───── SUPPLIED DATA
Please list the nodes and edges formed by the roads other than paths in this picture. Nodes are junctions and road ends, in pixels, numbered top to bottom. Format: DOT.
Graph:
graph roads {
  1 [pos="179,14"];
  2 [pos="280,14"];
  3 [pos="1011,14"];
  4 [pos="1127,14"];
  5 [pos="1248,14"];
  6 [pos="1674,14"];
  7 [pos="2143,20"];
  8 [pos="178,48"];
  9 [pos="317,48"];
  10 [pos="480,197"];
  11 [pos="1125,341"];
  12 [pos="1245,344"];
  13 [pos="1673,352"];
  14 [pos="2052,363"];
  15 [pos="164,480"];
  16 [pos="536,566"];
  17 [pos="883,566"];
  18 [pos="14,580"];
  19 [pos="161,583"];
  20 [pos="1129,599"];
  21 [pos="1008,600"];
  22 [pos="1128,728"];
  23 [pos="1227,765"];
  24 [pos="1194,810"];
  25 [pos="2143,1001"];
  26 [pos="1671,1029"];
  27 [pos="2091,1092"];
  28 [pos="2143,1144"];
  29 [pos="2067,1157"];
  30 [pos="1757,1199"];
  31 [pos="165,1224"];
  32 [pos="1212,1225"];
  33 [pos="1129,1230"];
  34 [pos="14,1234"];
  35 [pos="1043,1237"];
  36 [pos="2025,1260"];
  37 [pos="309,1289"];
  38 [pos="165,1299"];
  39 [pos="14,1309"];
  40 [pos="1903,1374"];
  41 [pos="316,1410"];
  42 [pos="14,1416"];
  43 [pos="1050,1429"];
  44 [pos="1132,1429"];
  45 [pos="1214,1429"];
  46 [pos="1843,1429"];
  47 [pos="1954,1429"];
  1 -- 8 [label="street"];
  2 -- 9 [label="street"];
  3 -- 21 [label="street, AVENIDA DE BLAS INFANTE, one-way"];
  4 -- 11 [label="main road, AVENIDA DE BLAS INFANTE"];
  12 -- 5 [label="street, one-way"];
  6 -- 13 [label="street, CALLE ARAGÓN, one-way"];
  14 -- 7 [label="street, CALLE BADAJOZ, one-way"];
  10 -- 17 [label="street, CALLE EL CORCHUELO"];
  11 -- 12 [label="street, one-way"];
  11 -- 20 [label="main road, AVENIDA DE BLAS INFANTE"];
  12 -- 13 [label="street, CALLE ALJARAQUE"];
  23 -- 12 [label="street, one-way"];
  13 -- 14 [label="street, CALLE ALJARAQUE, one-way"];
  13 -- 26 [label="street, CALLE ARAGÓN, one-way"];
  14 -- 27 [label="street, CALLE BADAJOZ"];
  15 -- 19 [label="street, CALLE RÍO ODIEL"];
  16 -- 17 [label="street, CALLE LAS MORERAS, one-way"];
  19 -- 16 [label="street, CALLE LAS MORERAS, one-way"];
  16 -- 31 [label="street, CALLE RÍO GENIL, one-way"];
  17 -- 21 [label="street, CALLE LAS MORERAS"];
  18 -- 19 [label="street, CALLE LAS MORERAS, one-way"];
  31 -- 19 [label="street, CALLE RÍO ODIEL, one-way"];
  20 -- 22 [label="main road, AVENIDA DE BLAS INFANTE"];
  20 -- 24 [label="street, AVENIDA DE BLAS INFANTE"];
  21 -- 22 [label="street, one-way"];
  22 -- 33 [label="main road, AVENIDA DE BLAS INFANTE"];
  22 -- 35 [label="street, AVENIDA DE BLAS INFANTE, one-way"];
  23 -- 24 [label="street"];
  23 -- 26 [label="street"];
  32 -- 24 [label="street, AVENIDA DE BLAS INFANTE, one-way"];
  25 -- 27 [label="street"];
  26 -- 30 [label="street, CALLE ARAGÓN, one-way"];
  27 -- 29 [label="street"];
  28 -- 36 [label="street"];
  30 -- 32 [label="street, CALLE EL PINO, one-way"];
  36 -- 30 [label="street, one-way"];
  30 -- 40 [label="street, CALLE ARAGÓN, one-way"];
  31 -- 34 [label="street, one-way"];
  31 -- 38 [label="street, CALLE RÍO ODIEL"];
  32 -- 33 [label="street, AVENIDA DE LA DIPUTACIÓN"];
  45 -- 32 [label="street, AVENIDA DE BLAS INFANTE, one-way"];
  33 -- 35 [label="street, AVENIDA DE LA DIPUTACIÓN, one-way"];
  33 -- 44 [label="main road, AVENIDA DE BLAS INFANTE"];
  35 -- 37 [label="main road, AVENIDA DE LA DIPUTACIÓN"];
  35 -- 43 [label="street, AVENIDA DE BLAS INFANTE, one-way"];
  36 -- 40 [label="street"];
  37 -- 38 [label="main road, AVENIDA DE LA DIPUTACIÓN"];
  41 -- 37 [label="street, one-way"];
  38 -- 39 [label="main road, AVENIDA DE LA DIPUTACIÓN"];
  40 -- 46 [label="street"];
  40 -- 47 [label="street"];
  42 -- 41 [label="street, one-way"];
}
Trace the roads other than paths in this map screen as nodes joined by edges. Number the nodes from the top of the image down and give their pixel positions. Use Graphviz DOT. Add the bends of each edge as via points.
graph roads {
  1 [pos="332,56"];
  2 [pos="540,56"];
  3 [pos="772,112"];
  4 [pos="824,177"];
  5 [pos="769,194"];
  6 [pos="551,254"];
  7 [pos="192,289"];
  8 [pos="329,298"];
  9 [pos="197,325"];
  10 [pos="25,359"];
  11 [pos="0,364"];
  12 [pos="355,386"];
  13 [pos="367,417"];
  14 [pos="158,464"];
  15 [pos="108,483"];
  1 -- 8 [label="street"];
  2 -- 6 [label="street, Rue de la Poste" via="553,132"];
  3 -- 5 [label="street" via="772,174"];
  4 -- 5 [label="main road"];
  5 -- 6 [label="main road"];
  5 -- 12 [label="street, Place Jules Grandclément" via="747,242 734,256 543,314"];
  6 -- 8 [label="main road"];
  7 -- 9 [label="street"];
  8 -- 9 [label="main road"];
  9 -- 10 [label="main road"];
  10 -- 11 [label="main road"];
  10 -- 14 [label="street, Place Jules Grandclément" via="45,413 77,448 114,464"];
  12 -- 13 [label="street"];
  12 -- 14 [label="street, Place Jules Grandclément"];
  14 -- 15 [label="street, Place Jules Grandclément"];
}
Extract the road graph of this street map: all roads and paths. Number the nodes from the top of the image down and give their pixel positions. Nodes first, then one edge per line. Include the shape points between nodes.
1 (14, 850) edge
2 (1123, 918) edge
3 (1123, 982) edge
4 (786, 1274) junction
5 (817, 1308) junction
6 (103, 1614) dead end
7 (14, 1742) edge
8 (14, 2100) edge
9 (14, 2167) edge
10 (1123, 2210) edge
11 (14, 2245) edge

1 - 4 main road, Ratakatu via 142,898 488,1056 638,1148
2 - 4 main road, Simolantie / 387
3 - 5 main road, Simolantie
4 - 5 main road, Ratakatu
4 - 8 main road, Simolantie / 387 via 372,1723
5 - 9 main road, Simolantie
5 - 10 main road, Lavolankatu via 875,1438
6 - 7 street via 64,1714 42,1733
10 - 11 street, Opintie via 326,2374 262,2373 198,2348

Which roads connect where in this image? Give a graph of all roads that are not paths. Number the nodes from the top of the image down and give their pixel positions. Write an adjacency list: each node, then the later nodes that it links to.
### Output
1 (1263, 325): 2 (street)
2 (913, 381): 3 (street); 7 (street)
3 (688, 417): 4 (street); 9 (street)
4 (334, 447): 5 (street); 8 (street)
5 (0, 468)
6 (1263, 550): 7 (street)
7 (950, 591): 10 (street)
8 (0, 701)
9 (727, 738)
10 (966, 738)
──────────
WHAT THE TASK ASKS: Above are the records; copy each line from them that includes the string "ODIEL".

RESULT OF THIS EXERCISE:
  15 -- 19 [label="street, CALLE RÍO ODIEL"];
  31 -- 19 [label="street, CALLE RÍO ODIEL, one-way"];
  31 -- 38 [label="street, CALLE RÍO ODIEL"];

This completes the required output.